## Exercise directions
Look below for lines that hold the string "than" and copy each one.

## Excerpted records
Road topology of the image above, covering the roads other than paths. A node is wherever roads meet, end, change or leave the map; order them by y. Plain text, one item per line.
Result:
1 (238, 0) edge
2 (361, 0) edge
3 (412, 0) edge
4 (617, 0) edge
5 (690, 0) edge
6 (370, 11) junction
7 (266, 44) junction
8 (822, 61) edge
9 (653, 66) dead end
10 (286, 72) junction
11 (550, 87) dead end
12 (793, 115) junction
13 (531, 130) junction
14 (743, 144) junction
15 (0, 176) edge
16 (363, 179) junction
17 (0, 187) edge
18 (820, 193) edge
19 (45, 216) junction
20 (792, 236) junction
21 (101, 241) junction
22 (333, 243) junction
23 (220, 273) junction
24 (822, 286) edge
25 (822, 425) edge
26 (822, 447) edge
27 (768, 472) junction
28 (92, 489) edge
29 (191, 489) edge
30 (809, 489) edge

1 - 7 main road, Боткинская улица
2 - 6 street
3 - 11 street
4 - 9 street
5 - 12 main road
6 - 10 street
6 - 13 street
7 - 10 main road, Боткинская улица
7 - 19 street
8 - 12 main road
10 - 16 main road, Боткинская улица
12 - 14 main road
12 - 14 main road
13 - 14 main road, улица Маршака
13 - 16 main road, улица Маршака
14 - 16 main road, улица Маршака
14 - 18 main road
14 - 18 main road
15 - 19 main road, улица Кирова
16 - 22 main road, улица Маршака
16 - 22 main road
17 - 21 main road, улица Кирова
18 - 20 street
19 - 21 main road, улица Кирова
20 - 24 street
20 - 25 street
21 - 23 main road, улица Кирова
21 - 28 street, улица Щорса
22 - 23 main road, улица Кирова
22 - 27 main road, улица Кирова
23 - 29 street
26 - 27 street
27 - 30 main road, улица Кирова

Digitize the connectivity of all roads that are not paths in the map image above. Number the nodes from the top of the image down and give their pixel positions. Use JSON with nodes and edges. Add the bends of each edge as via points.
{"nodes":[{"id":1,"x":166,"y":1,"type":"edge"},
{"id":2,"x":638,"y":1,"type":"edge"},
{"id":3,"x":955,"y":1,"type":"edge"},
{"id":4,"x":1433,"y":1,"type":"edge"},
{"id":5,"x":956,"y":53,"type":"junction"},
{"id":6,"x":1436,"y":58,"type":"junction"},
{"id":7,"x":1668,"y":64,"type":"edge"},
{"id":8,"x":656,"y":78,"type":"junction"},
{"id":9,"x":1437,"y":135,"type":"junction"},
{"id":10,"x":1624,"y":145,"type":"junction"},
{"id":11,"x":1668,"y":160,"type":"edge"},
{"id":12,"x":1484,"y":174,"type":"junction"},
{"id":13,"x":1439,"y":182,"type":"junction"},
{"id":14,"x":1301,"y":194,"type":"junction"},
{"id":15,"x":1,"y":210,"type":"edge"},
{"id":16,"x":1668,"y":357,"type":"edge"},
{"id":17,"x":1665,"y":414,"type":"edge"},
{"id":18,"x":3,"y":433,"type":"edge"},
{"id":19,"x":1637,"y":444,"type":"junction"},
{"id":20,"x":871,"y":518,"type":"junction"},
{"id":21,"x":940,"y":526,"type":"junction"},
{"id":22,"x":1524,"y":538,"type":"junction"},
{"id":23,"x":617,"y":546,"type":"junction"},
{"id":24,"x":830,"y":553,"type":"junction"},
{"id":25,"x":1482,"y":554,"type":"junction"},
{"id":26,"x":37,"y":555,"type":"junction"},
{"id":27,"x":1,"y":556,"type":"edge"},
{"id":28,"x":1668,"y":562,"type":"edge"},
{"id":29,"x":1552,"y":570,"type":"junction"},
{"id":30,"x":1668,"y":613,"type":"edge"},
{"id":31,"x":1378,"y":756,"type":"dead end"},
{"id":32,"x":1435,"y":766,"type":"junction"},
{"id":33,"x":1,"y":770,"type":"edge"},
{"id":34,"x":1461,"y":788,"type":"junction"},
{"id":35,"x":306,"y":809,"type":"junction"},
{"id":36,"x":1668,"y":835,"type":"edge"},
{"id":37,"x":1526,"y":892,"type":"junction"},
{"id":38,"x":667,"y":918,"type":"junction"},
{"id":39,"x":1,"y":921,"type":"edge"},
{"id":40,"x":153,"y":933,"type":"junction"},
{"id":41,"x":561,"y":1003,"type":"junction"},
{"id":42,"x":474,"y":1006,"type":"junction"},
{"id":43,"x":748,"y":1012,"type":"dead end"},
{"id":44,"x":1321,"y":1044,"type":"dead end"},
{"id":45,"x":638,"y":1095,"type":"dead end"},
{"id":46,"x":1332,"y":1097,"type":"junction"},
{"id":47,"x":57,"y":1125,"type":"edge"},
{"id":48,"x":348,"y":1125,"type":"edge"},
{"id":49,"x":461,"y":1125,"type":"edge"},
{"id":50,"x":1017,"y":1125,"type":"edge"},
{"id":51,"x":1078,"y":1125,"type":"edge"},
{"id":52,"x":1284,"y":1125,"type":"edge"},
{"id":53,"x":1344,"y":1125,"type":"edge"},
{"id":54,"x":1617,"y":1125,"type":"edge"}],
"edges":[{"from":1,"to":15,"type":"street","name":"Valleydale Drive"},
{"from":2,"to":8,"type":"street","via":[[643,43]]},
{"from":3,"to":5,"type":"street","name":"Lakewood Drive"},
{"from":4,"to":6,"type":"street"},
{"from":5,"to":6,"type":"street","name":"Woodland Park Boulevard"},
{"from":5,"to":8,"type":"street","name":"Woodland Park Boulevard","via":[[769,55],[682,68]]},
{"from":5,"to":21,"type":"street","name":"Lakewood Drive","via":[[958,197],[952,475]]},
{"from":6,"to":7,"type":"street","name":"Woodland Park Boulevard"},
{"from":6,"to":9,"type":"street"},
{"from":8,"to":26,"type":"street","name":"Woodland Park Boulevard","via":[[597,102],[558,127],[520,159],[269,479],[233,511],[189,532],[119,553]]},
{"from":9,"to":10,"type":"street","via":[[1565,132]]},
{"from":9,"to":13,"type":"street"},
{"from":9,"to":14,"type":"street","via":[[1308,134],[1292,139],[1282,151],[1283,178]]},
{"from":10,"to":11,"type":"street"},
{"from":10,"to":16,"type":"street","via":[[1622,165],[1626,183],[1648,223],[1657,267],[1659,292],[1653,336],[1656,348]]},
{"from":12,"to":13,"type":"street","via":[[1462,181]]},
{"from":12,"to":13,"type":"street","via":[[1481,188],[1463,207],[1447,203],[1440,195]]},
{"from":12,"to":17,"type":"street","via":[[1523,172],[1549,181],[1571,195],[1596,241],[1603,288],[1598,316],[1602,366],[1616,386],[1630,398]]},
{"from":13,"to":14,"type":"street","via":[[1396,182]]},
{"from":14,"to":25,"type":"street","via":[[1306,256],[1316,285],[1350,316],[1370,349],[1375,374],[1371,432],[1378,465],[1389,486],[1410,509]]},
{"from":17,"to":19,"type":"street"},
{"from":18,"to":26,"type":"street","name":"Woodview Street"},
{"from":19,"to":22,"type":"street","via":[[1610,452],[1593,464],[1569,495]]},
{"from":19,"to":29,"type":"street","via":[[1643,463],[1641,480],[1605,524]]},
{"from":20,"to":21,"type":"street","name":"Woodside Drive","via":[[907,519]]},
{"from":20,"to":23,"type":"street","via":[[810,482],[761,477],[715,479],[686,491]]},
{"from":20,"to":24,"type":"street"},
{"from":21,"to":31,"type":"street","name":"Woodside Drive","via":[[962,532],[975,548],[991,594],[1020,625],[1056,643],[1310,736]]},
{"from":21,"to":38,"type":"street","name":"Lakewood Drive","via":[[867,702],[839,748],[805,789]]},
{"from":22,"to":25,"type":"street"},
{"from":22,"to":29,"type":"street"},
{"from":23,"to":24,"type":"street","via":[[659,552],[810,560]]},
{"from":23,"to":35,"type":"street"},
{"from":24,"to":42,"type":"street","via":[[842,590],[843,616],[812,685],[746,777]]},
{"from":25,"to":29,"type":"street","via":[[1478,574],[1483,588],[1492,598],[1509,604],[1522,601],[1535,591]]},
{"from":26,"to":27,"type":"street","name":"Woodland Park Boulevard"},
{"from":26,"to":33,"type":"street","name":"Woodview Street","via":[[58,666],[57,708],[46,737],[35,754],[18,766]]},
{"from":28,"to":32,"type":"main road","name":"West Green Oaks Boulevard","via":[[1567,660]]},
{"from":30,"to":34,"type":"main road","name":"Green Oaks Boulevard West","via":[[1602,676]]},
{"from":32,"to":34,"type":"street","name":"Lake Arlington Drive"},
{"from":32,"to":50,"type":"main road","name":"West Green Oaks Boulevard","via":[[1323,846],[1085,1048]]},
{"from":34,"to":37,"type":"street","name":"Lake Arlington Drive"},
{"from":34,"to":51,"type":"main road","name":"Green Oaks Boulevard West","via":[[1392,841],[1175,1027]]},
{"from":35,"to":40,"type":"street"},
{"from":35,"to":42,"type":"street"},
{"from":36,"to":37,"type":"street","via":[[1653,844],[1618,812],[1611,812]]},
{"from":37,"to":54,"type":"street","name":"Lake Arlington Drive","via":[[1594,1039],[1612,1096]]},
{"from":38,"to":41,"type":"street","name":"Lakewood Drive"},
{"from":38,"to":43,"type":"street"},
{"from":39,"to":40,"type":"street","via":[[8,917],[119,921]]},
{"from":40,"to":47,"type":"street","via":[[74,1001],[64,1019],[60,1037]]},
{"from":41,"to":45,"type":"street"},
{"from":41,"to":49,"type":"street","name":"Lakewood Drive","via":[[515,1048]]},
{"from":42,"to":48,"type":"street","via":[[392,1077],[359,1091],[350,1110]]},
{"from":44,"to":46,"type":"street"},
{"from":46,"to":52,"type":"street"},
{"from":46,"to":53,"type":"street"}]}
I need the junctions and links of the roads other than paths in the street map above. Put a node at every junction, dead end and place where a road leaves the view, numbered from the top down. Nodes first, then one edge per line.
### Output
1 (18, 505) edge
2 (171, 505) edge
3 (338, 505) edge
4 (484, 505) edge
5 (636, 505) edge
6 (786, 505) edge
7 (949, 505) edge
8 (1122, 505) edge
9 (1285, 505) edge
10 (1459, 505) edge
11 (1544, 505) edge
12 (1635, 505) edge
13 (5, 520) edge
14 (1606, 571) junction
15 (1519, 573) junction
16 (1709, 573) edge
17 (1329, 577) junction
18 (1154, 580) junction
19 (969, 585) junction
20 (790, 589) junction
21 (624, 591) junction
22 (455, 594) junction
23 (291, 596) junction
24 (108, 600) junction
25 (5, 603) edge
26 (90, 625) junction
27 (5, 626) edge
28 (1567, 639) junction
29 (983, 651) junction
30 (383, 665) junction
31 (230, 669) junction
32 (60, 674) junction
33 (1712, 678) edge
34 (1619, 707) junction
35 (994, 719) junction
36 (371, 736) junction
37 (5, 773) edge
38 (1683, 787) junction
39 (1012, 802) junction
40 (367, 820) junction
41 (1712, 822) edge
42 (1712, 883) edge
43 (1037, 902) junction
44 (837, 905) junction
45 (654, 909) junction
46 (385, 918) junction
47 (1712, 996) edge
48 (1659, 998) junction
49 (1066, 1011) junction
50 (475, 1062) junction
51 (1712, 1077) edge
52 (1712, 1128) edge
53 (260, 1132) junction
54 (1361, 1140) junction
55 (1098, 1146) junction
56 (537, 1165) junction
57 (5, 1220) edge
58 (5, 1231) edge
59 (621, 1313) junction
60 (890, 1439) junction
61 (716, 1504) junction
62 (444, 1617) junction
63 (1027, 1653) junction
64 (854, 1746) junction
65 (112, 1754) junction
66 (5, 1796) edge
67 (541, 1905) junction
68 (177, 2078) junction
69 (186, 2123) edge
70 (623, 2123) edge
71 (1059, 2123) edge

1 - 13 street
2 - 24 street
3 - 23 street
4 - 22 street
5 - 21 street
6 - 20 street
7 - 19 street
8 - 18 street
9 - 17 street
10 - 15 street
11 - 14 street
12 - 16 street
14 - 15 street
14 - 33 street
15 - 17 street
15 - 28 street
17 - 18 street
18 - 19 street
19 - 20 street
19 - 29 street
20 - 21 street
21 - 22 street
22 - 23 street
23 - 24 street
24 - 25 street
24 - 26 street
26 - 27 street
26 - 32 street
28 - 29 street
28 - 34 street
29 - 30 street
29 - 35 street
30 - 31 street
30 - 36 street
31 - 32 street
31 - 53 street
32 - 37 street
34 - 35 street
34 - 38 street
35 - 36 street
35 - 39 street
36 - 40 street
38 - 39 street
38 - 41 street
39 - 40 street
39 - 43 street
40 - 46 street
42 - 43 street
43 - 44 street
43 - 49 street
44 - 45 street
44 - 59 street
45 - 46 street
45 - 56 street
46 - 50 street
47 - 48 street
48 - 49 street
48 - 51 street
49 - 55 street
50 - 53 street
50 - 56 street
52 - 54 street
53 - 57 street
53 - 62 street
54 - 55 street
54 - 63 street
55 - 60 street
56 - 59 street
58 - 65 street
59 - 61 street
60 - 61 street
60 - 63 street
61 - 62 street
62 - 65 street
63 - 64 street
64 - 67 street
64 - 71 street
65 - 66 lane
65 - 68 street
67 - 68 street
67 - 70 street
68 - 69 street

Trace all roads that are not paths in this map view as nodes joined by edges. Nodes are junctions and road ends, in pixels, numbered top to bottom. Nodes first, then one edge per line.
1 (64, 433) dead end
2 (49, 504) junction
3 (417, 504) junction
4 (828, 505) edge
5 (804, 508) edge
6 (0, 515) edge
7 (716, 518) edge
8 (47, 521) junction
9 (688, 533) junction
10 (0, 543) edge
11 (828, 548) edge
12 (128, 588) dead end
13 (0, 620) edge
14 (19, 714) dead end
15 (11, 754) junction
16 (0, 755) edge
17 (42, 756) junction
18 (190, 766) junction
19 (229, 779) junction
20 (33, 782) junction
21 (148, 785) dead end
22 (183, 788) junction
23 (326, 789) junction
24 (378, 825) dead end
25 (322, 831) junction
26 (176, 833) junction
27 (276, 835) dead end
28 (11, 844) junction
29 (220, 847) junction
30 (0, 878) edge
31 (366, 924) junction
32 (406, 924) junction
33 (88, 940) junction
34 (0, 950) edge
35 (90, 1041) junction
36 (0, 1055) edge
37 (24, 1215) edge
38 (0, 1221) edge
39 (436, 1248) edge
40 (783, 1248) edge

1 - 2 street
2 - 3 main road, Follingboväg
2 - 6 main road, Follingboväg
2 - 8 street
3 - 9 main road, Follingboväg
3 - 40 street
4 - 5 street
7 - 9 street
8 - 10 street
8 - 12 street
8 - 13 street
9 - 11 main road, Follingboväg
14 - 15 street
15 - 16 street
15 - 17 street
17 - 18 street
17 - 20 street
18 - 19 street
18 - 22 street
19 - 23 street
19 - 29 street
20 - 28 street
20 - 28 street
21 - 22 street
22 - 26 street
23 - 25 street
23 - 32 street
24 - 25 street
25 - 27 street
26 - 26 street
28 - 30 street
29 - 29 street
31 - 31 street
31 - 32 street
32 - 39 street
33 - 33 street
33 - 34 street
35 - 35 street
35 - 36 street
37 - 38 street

## Task answer
Road topology of the image above, covering the roads other than paths. A node is wherever roads meet, end, change or leave the map; order them by y. Plain text, one item per line.
I need the junctions and links of the roads other than paths in the street map above. Put a node at every junction, dead end and place where a road leaves the view, numbered from the top down. Nodes first, then one edge per line.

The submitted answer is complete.